• WHAT IS REQUIRED:
Quote the listing below in its entirety, omitting every image.

• EXERCISE MATERIAL:
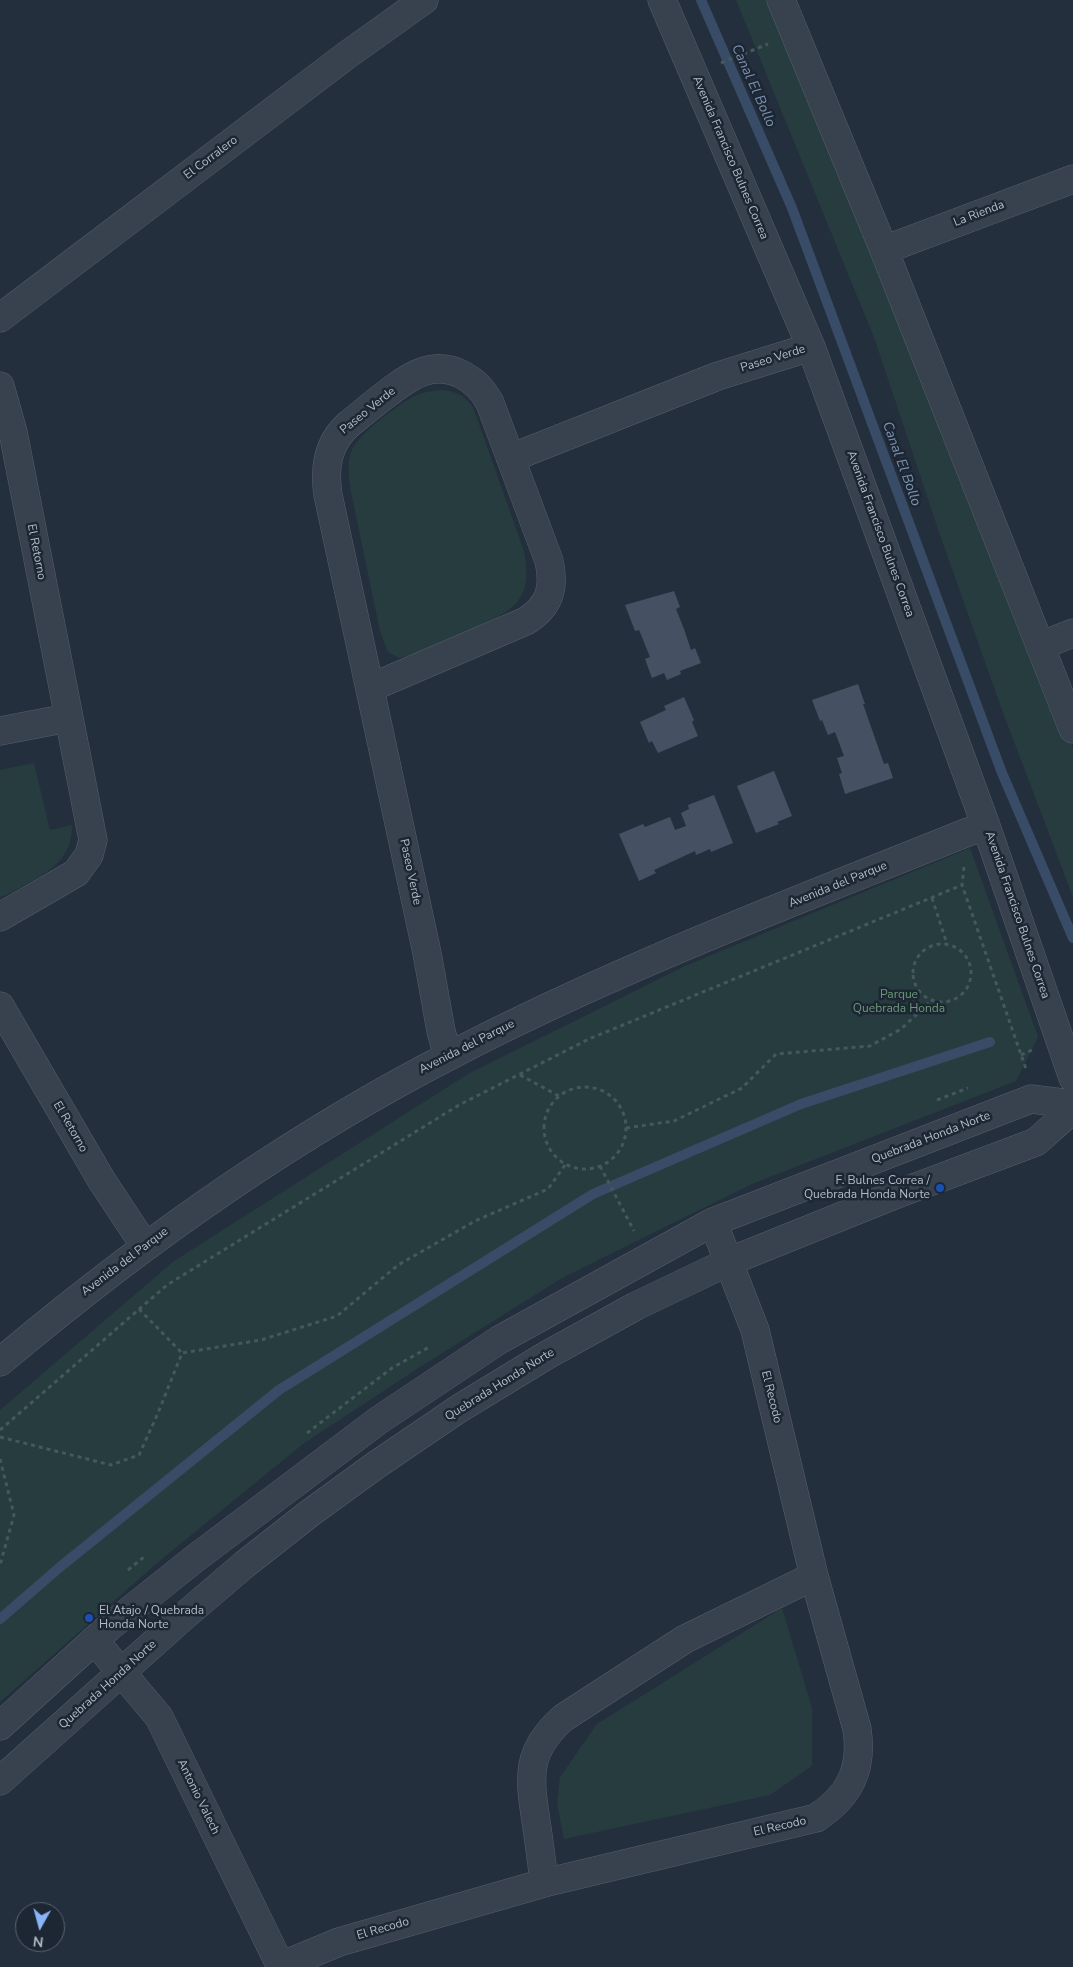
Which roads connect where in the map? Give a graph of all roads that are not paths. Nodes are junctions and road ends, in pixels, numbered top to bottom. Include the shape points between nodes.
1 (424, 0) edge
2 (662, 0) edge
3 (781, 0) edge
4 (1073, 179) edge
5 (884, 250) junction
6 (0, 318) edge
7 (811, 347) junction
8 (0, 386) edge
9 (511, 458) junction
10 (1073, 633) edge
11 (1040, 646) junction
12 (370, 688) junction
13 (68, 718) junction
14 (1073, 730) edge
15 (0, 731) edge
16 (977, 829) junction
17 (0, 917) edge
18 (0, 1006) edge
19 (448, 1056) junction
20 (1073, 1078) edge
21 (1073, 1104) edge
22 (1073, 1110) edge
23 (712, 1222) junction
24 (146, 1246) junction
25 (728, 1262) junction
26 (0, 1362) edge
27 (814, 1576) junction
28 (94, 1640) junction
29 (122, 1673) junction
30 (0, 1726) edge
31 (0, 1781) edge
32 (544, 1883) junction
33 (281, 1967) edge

• OUTPUT FOR THIS EXERCISE:
Which roads connect where in the map? Give a graph of all roads that are not paths. Nodes are junctions and road ends, in pixels, numbered top to bottom. Include the shape points between nodes.
1 (424, 0) edge
2 (662, 0) edge
3 (781, 0) edge
4 (1073, 179) edge
5 (884, 250) junction
6 (0, 318) edge
7 (811, 347) junction
8 (0, 386) edge
9 (511, 458) junction
10 (1073, 633) edge
11 (1040, 646) junction
12 (370, 688) junction
13 (68, 718) junction
14 (1073, 730) edge
15 (0, 731) edge
16 (977, 829) junction
17 (0, 917) edge
18 (0, 1006) edge
19 (448, 1056) junction
20 (1073, 1078) edge
21 (1073, 1104) edge
22 (1073, 1110) edge
23 (712, 1222) junction
24 (146, 1246) junction
25 (728, 1262) junction
26 (0, 1362) edge
27 (814, 1576) junction
28 (94, 1640) junction
29 (122, 1673) junction
30 (0, 1726) edge
31 (0, 1781) edge
32 (544, 1883) junction
33 (281, 1967) edge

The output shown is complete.